Marino indossa gli stessi vestiti di ieri: pantaloni neri, giacca a vento nera e berretto del Dipartimento di polizia di Los Angeles. Non si è fatto la barba e ha gli occhi pesti. Forse, dopo aver bevuto con i suoi amici è andato a trovare una delle sue amichette, donne in genere volgari e appariscenti che rimorchia al bowling.
«Se sei di questo umore, forse è meglio che alla riunione vada io sola» gli dice Kay. «In fondo tu non sei invitato. Non voglio fare brutte figure. So benissimo che effetto ti fa lo zucchero, da quando sei a dieta.»
«Se sono di questo umore ho le mie buone ragioni» borbotta Marino guardando la porta chiusa.
«Che cosa è successo?»
«Circolano delle voci» risponde truce. «Sul tuo conto.»
«Quali voci?» Kay Scarpetta odia i pettegolezzi e in genere non ci bada.
«Dicono che stai per tornare a lavorare qui, che sei a Richmond per questo.» La guarda con fare accusatorio e beve un sorso di caffè dolcissimo. «Mi stai nascondendo qualcosa?»
«Pensi che stia veramente per tornare a Richmond?» dice Kay Scarpetta. «Mi stupisce che tu creda a questi pettegolezzi.»
«Io a Richmond non torno, ti avverto» dice Marino, come se si stesse parlando di lui. «Non pensarci nemmeno.»
«Infatti non ci penso. Non pensarci neanche tu e facciamola finita.» Apre la porta della sala riunioni.

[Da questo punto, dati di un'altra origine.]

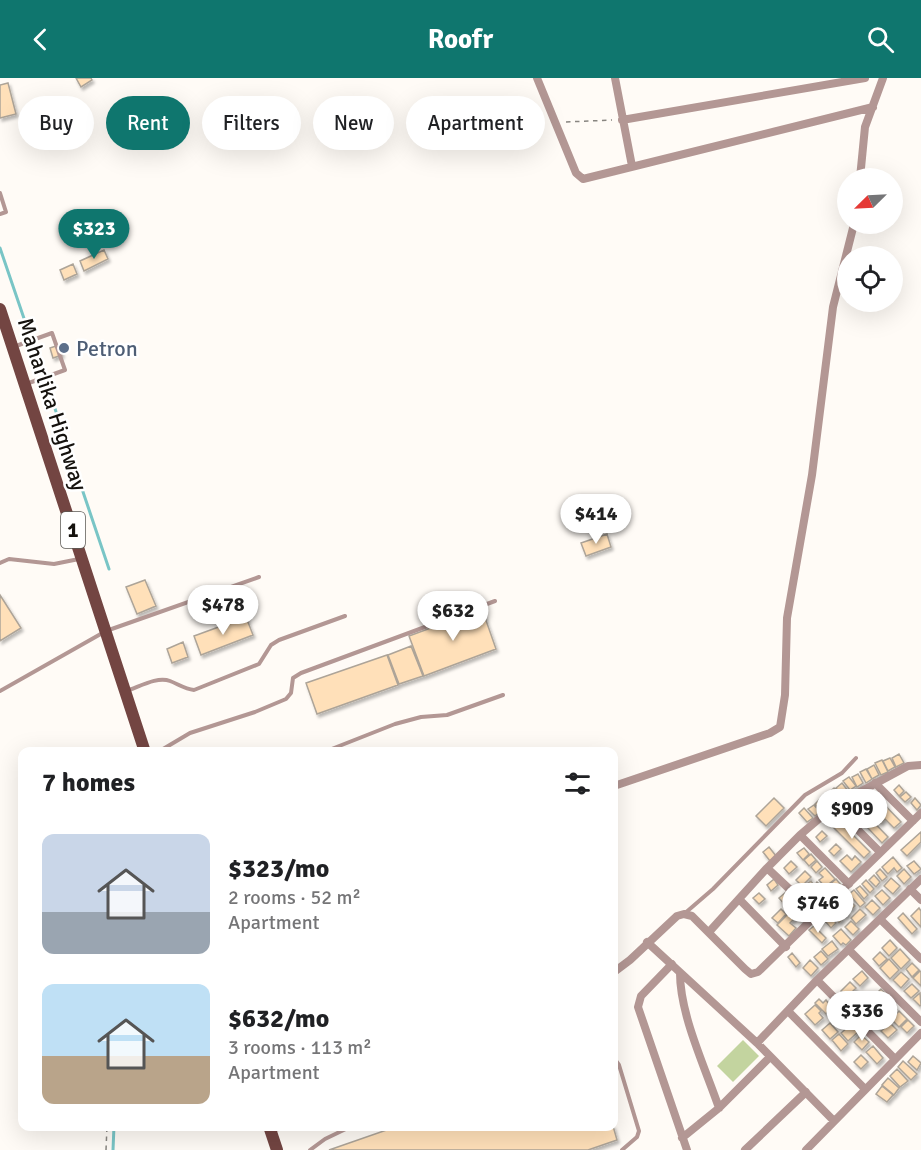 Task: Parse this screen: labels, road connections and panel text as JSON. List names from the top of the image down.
{
  "streets": {
    "main road": ["Maharlika Highway", "1"]
  },
  "places": ["Petron"],
  "north": "bottom left",
  "page": {
    "header": "Roofr",
    "chip": [
      "Buy",
      "Rent",
      "Filters",
      "New",
      "Apartment"
    ],
    "price": [
      "$323",
      "$414",
      "$478",
      "$632",
      "$909",
      "$746",
      "$336"
    ],
    "heading": "7 homes",
    "list": [
      {
        "name": "$323/mo",
        "note": "2 rooms · 52 m² · Apartment"
      },
      {
        "name": "$632/mo",
        "note": "3 rooms · 113 m² · Apartment"
      }
    ]
  }
} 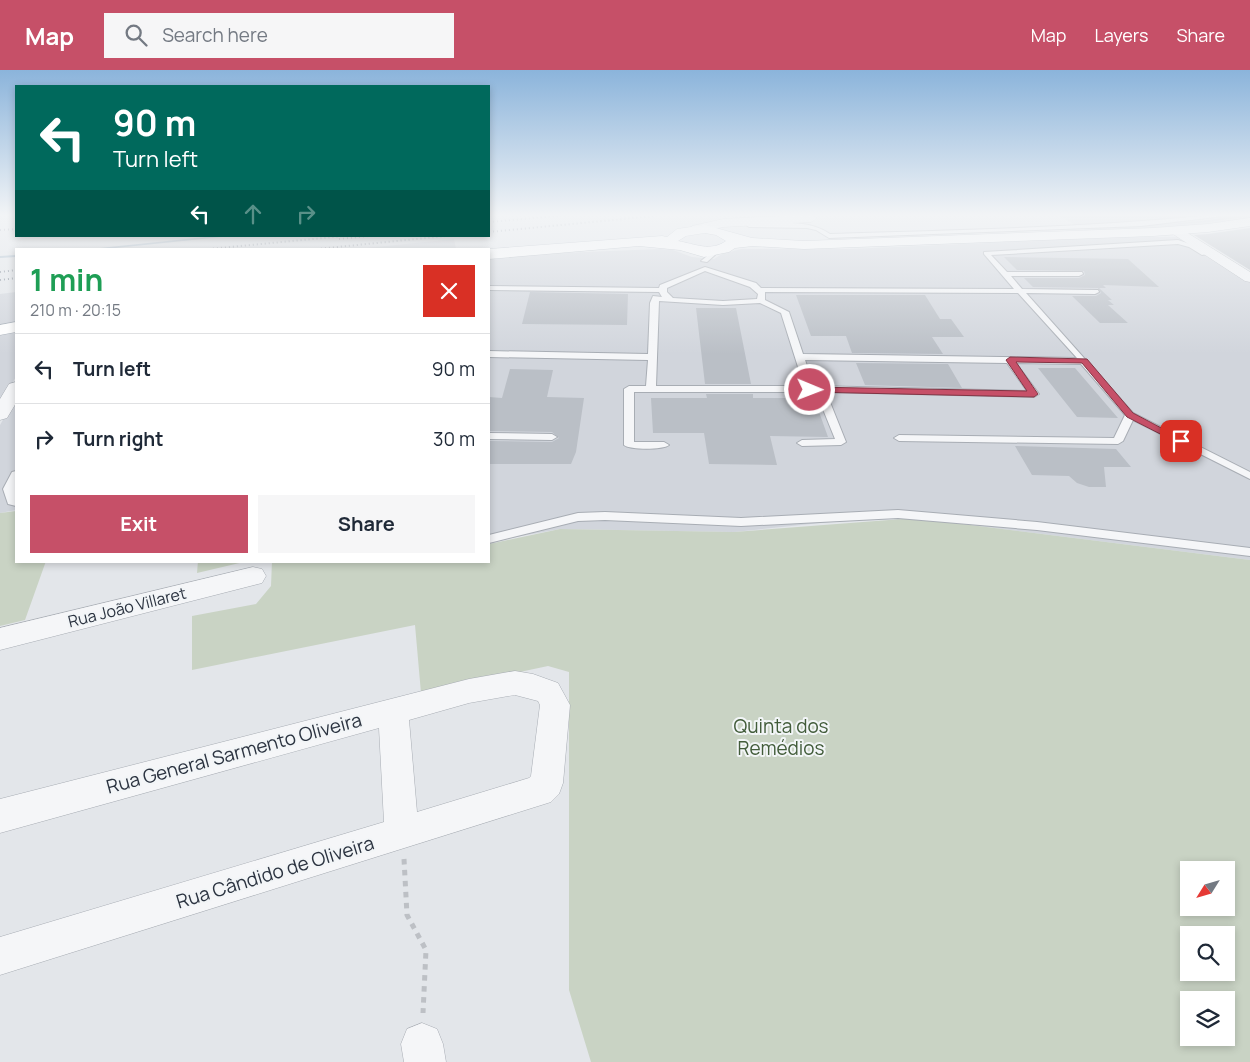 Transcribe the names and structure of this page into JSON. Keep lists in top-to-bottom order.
{
  "streets": {
    "street": ["Rua João Villaret", "Rua General Sarmento Oliveira", "Rua Cândido de Oliveira"]
  },
  "crossings": [
    ["Rua General Sarmento Oliveira", "Rua Cândido de Oliveira"]
  ],
  "parks": ["Quinta dos Remédios"],
  "north": "bottom left",
  "page": {
    "header": "Map",
    "search": "Search here",
    "nav": ["Map", "Layers", "Share"],
    "turn": ["90 m", "Turn left"],
    "heading": ["1 min", "210 m · 20:15"],
    "list": [
      {
        "name": "Turn left",
        "value": "90 m"
      },
      {
        "name": "Turn right",
        "value": "30 m"
      }
    ],
    "buttons": ["Exit", "Share"]
  }
} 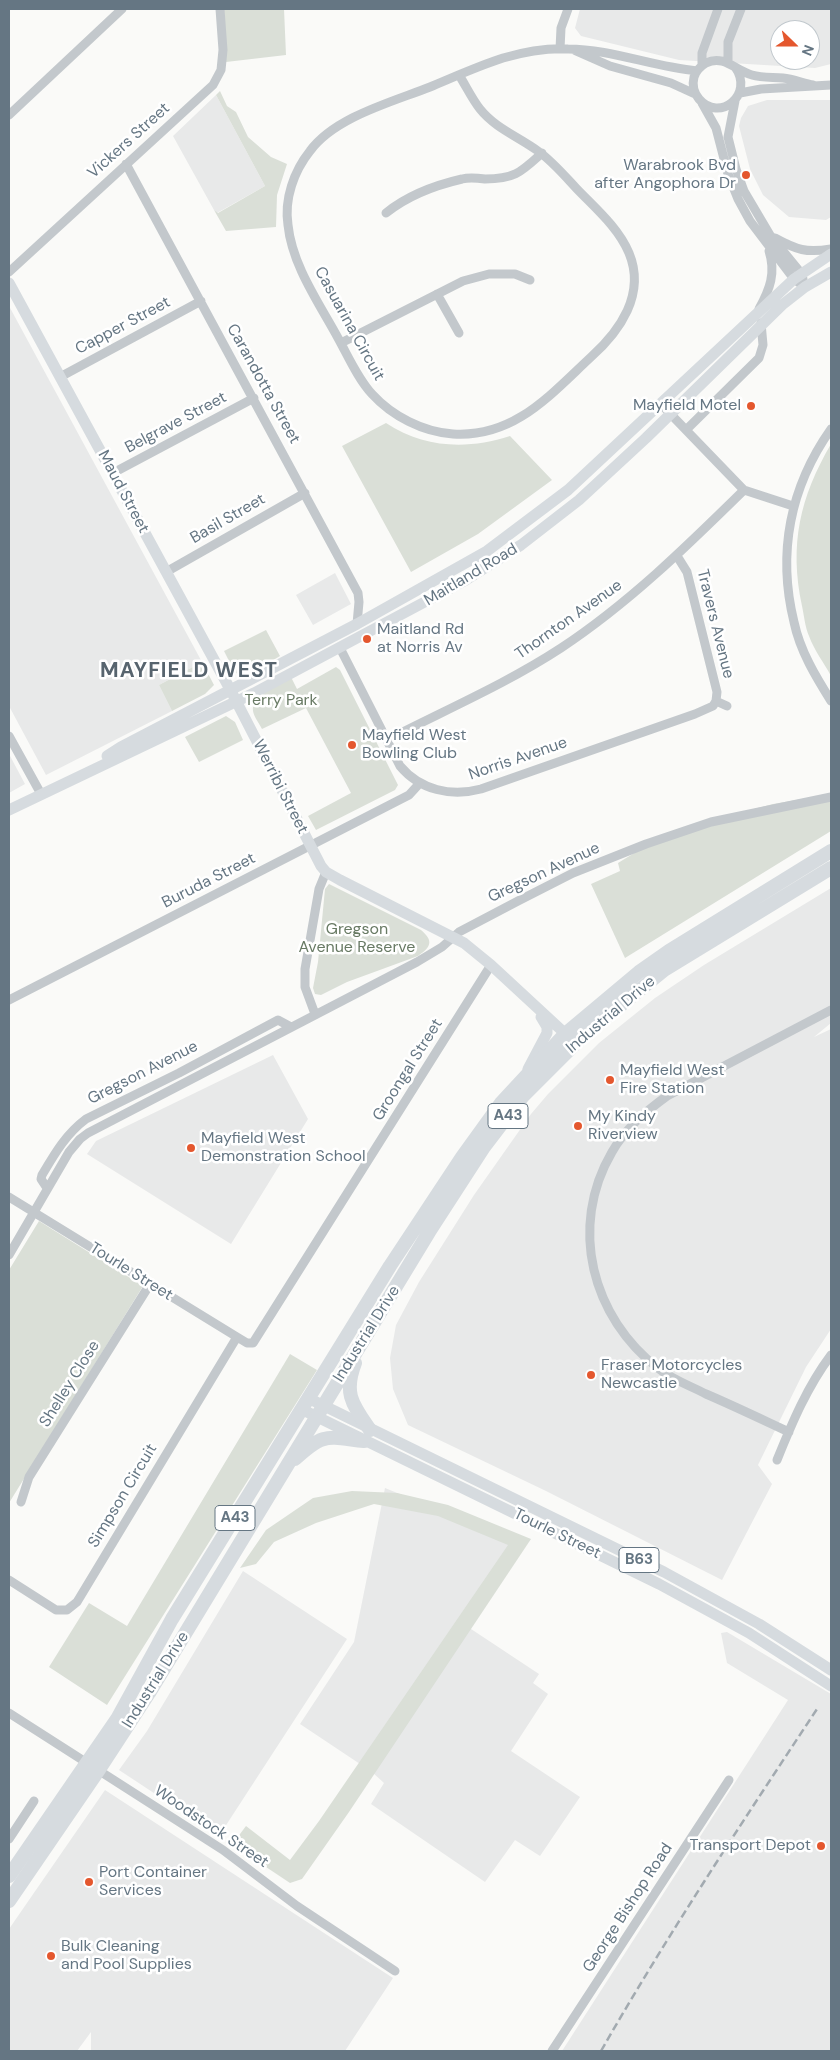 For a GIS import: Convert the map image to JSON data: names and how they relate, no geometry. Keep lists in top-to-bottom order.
{
  "streets": {
    "highway": ["Industrial Drive", "A43", "B63"],
    "main road": [
      "Maud Street",
      "Maitland Road",
      "Werribi Street",
      "Tourle Street"
    ],
    "street": [
      "Vickers Street",
      "Casuarina Circuit",
      "Capper Street",
      "Carandotta Street",
      "Belgrave Street",
      "Basil Street",
      "Thornton Avenue",
      "Travers Avenue",
      "Norris Avenue",
      "Gregson Avenue",
      "Buruda Street",
      "Groongal Street",
      "Shelley Close",
      "Simpson Circuit",
      "Woodstock Street",
      "George Bishop Road"
    ]
  },
  "crossings": [
    ["Vickers Street", "Carandotta Street"],
    ["Capper Street", "Carandotta Street"],
    ["Capper Street", "Maud Street"],
    ["Carandotta Street", "Belgrave Street"],
    ["Carandotta Street", "Basil Street"],
    ["Carandotta Street", "Maitland Road"],
    ["Belgrave Street", "Maud Street"],
    ["Maud Street", "Basil Street"],
    ["Maud Street", "Maitland Road"],
    ["Maud Street", "Werribi Street"],
    ["Maitland Road", "Norris Avenue"],
    ["Maitland Road", "Werribi Street"],
    ["Thornton Avenue", "Travers Avenue"],
    ["Thornton Avenue", "Norris Avenue"],
    ["Travers Avenue", "Norris Avenue"],
    ["Norris Avenue", "Buruda Street"],
    ["Werribi Street", "Buruda Street"],
    ["Gregson Avenue", "Tourle Street"],
    ["Industrial Drive", "Tourle Street"],
    ["Industrial Drive", "B63"],
    ["Industrial Drive", "Woodstock Street"],
    ["Groongal Street", "Tourle Street"],
    ["Tourle Street", "Shelley Close"],
    ["Tourle Street", "Simpson Circuit"],
    ["Tourle Street", "B63"]
  ],
  "districts": ["MAYFIELD WEST"],
  "parks": ["Terry Park", "Gregson Avenue Reserve"],
  "places": [
    "Warabrook Bvd after Angophora Dr",
    "Mayfield Motel",
    "Maitland Rd at Norris Av",
    "Mayfield West Bowling Club",
    "Mayfield West Fire Station",
    "My Kindy Riverview",
    "Mayfield West Demonstration School",
    "Fraser Motorcycles Newcastle",
    "Transport Depot",
    "Port Container Services",
    "Bulk Cleaning and Pool Supplies"
  ],
  "north": "right"
}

Marino può seguirla dentro, se vuole, oppure restare fuori a bere caffè zuccherato tutto il giorno: Kay non ha intenzione di pregarlo e supplicarlo. Cercherà più tardi di capire che cosa lo preoccupa tanto: adesso ha una riunione con il dottor Marcus, l’FBI e Jack Fielding, che ieri sera l’ha invitata a cena e poi non si è fatto trovare. Va a sedersi nel più perfetto silenzio. Marino la segue e le si siede vicino.
«Bene, possiamo cominciare» esordisce Marcus. «Lei ha già conosciuto l’agente speciale Weber dell’unità Profili psicologici dell’FBI» dice a Kay Scarpetta. Marcus ha sbagliato il nome dell’unità: Karen Weber poco fa ha detto di essere dell’unità Scienze comportamentali. «Abbiamo un problema serio. Come se non ne avessimo già abbastanza.» Ha la faccia cupa e lo sguardo gelido. «Dottoressa Scarpetta, lei ieri ha condotto una nuova autopsia sul corpo di Gilly Paulsson, dico bene? Ha anche esaminato Whitby, l’infortunio sul lavoro?»
Fielding guarda una pratica e non dice nulla. Ha la faccia rossa.
«Non userei la parola “esaminato”» risponde Kay Scarpetta, lanciando un’occhiata a Fielding. «A che cosa vuole arrivare, comunque?»
«L’ha toccato?» domanda l’agente speciale dell’FBI.
«Scusate, l’FBI è coinvolta anche nella morte del signor Whitby?» chiede Kay.
«Non è da escludere. Speriamo di no, ma è possibile» risponde l’agente speciale Karen Weber, che sembra divertirsi a interrogare l’ex direttrice dell’istituto.